Copy each line below in which the string "nodes" occurs.

★ ★ ★

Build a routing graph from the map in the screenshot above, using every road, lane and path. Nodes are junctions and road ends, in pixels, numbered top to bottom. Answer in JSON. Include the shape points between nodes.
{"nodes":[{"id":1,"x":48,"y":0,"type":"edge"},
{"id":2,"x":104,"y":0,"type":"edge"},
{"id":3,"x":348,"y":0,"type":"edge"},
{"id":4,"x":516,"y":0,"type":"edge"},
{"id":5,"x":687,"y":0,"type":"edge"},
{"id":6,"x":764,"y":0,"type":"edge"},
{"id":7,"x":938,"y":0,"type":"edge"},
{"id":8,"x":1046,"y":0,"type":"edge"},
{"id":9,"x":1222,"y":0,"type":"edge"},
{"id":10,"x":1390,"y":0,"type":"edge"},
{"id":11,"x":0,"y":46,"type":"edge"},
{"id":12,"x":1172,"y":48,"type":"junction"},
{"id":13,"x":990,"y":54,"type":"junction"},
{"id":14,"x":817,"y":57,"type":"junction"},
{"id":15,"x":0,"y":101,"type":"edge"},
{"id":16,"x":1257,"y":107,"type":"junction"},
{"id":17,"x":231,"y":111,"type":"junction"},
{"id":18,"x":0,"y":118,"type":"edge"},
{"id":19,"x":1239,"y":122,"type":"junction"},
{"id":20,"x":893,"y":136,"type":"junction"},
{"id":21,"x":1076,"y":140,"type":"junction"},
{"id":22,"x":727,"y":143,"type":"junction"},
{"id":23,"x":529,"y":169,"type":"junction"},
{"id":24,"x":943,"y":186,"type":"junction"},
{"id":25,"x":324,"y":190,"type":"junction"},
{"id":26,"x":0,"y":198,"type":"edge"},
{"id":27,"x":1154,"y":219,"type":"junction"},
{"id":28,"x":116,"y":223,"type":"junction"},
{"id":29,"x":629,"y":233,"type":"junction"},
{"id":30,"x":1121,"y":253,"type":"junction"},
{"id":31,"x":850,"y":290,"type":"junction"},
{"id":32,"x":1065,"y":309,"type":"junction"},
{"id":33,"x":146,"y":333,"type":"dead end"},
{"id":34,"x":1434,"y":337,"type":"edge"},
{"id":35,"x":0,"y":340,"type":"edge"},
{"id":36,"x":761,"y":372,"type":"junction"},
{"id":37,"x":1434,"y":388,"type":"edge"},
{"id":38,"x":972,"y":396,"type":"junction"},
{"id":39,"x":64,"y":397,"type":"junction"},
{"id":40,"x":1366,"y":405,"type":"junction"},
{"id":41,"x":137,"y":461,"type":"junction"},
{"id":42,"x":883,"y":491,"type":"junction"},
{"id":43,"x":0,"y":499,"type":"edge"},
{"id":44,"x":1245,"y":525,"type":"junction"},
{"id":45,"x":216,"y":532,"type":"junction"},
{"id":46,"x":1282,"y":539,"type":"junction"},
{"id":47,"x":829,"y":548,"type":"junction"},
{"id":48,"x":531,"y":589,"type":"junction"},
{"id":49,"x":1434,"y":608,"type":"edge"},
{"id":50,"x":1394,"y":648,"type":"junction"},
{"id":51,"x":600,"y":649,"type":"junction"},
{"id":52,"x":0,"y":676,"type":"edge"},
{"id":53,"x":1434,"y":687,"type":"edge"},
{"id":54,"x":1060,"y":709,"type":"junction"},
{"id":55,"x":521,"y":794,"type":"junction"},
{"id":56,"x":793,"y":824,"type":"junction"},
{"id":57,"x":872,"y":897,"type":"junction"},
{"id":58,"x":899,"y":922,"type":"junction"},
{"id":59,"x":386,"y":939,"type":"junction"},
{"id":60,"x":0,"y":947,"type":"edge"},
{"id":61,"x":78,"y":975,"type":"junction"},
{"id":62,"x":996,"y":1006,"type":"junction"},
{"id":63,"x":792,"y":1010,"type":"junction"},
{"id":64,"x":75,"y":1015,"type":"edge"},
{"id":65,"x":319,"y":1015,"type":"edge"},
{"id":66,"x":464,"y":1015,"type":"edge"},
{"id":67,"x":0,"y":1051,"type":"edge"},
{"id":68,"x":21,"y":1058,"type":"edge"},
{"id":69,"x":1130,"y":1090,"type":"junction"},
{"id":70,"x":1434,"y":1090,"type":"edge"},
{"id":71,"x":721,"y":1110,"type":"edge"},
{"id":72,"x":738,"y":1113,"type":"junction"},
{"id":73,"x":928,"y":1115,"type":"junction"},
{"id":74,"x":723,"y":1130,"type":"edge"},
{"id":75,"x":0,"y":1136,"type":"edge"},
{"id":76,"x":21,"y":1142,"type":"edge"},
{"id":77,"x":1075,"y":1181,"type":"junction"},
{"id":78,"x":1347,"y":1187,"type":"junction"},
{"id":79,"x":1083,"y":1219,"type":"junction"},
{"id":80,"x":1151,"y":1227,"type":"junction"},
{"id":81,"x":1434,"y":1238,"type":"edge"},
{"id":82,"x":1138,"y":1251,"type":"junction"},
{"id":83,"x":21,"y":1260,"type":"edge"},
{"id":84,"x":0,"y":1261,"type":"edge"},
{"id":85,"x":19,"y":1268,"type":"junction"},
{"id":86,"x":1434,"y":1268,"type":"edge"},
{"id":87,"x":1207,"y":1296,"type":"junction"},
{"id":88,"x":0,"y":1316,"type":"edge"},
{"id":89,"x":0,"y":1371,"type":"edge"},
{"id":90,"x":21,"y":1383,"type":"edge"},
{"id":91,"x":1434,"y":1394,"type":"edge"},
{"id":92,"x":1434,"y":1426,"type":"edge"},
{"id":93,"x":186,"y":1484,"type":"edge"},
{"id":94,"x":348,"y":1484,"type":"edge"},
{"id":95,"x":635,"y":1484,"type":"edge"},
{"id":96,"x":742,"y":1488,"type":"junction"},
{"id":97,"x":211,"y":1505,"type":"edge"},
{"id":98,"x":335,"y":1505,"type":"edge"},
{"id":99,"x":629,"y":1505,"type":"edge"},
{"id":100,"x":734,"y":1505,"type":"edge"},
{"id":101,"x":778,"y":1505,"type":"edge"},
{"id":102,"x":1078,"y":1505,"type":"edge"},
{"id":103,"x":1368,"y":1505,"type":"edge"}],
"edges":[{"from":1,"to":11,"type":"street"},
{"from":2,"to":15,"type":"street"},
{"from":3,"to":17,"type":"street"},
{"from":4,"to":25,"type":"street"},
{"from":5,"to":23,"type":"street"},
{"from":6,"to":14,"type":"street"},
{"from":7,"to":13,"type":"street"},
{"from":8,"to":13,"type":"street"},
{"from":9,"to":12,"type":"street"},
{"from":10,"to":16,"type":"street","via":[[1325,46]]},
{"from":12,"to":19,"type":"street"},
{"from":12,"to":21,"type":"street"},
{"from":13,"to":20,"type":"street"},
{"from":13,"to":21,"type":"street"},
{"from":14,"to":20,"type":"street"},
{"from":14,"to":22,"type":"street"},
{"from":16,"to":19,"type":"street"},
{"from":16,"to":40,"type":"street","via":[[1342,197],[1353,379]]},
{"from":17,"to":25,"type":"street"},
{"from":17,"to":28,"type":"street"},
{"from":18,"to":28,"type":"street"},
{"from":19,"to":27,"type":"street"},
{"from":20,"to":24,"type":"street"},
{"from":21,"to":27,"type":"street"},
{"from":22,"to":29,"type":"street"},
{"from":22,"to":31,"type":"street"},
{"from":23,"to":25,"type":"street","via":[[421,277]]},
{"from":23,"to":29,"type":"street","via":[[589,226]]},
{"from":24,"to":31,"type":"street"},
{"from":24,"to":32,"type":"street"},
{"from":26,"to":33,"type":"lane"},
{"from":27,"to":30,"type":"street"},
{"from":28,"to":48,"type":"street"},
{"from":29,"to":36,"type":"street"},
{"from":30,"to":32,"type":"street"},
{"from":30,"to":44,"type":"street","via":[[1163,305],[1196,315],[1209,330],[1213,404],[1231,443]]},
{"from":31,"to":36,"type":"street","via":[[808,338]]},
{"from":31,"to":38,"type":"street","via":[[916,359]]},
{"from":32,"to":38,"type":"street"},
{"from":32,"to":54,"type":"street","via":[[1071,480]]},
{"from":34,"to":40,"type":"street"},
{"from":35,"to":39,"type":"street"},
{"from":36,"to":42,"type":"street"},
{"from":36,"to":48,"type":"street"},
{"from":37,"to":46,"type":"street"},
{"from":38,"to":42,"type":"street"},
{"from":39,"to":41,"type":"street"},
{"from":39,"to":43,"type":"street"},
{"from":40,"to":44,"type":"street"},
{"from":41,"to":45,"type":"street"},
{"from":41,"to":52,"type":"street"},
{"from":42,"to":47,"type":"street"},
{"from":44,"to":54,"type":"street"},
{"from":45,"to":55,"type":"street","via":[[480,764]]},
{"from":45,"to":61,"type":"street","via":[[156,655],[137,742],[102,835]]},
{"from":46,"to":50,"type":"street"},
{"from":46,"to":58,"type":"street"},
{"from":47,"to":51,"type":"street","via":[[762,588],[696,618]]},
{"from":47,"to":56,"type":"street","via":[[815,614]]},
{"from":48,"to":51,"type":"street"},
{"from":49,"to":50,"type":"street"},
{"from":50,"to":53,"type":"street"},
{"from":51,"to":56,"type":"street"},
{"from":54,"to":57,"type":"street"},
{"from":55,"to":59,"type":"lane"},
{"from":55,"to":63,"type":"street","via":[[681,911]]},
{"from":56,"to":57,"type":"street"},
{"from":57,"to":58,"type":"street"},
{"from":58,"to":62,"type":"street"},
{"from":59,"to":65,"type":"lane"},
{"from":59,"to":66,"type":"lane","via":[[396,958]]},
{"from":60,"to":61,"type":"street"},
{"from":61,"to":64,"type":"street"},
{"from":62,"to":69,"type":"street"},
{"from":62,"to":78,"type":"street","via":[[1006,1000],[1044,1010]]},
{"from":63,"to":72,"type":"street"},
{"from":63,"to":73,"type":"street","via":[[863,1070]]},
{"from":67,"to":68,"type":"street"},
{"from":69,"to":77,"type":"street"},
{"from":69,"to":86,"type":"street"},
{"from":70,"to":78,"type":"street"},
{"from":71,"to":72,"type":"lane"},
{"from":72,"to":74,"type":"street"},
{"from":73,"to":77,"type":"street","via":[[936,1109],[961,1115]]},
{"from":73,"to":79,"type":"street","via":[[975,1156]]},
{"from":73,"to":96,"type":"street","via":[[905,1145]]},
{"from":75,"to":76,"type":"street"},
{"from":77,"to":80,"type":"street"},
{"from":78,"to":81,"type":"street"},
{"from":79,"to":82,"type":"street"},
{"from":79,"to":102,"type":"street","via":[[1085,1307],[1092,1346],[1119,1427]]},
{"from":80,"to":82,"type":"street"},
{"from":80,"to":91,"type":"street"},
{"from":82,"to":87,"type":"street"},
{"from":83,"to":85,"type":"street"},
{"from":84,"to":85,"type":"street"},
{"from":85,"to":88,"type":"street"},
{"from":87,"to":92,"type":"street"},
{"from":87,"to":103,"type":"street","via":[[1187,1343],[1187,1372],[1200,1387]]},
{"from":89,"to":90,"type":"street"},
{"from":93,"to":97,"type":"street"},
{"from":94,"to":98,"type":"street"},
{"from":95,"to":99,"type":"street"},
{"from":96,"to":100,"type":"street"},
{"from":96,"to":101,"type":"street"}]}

★ ★ ★

> **Expected output**
Build a routing graph from the map in the screenshot above, using every road, lane and path. Nodes are junctions and road ends, in pixels, numbered top to bottom. Answer in JSON. Include the shape points between nodes.
{"nodes":[{"id":1,"x":48,"y":0,"type":"edge"},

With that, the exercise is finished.